26 thoughts on “Liberals for social democracy

  1. I’ve been advocating it. And of course, I’ve been advocating the free-market alternatives (such as the and Tom Vogelgesang, aka c8to).

    My one disagreement with you Q is that the coalition shift to social democracy has been visible for a while now. It is just that this election has made it increasingly harder for people to just hear what they want to hear (this applies equally for Howard supporters and detractors).

  2. John (H.),

    No criticism of c8to, but he’s hardly going to form the next government, is he? Right-wingers in favour of fiscal restraint and freer markets should be more active in promoting the ALP.

    Howard has burnt through the last shred of economic credibility with this campaign. The budget was bad enough, but this man has shown himself to be the LEAST trustworthy when it comes to fiscal policy.

    The Liberal party needs to shed the dead wood (i.e.
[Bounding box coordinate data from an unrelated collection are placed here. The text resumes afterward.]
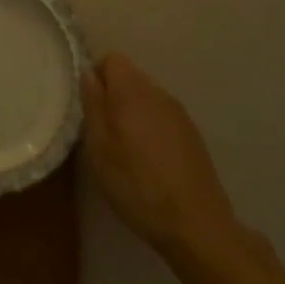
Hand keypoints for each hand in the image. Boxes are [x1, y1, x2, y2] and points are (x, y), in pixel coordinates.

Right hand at [83, 53, 240, 259]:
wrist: (197, 224)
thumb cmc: (138, 186)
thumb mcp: (101, 149)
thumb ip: (93, 105)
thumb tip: (87, 73)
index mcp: (132, 92)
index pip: (111, 59)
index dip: (96, 77)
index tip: (90, 108)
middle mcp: (158, 92)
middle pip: (129, 76)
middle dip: (113, 96)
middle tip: (104, 133)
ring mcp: (178, 112)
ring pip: (146, 97)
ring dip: (132, 113)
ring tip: (127, 150)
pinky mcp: (192, 132)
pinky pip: (162, 115)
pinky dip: (151, 127)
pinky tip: (151, 161)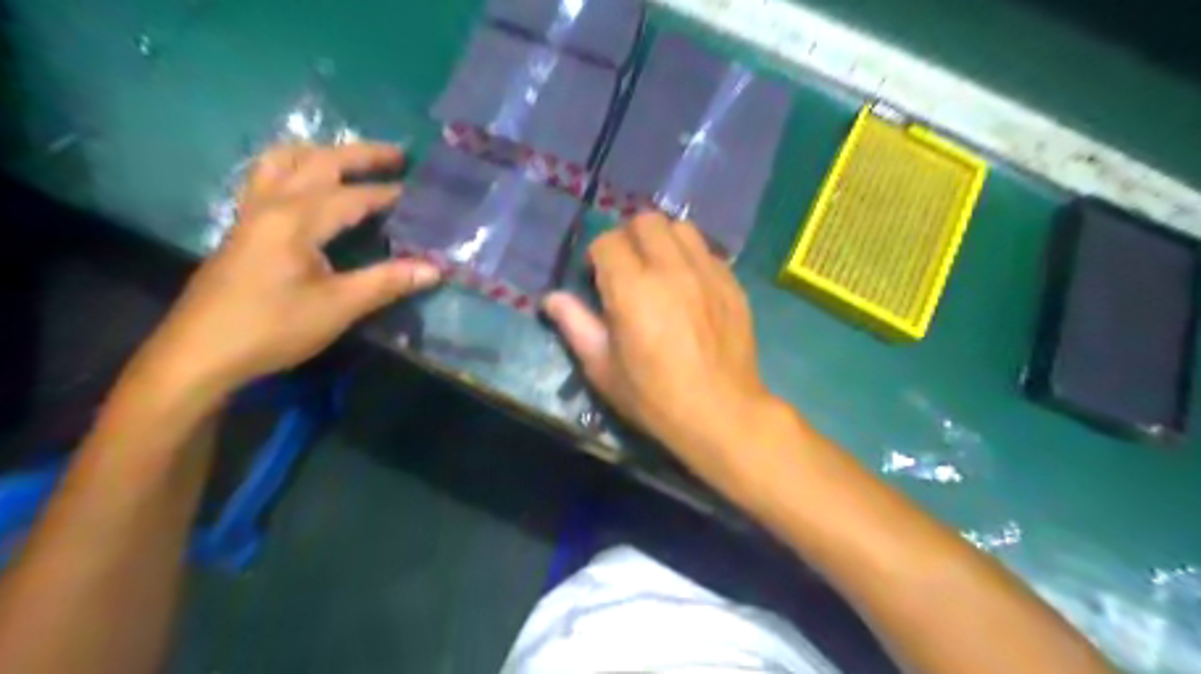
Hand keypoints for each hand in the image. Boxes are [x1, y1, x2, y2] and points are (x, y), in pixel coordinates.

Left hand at [141, 142, 439, 394]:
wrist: (201, 354)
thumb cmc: (273, 328)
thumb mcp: (338, 307)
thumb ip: (387, 282)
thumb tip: (436, 269)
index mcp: (296, 220)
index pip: (352, 196)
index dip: (388, 194)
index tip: (421, 193)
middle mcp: (271, 204)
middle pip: (317, 162)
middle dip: (360, 154)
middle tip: (398, 155)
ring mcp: (250, 214)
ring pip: (282, 161)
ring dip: (320, 153)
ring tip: (348, 160)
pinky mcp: (241, 229)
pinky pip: (266, 178)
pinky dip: (293, 168)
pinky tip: (306, 187)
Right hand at [546, 214, 788, 480]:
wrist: (721, 413)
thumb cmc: (654, 396)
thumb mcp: (603, 368)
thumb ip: (575, 326)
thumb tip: (551, 299)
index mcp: (633, 289)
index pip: (608, 242)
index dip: (596, 257)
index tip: (596, 279)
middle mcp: (671, 269)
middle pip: (645, 222)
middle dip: (628, 238)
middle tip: (627, 269)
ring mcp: (707, 273)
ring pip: (681, 228)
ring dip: (663, 241)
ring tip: (659, 270)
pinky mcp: (732, 283)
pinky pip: (707, 251)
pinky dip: (691, 258)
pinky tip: (689, 287)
Howard and other big-government tin-men) at the top and return to its liberal roots. A spell in opposition should do the trick. I fear that three more years of Howard will only further consolidate the gains of the illiberal neanderthal wing of the party. You think Howard is bad? Imagine the Mad Monk as PM.

  3. I joined (or rather rejoined) the ALP immediately after Latham became leader. Despite my substantial reservations about some of his other policies I remain a member and advocate a vote for the ALP precisely for the reason Quiggin cites (i.e. don’t encourage Howard conservatism in the Liberal party)

  4. John

    I think you are drawing a very long bow to infer we have ‘always attacked Labor’. You must be thinking about someone else.

    Greg Lindsay

  5. Greg,

    John appears to be saying (perhaps inelegantly) that reasons why you have historically attacked Labor (whether that be frequent/infrequent, always/sometimes) are the same reasons why you are now attacking Howard.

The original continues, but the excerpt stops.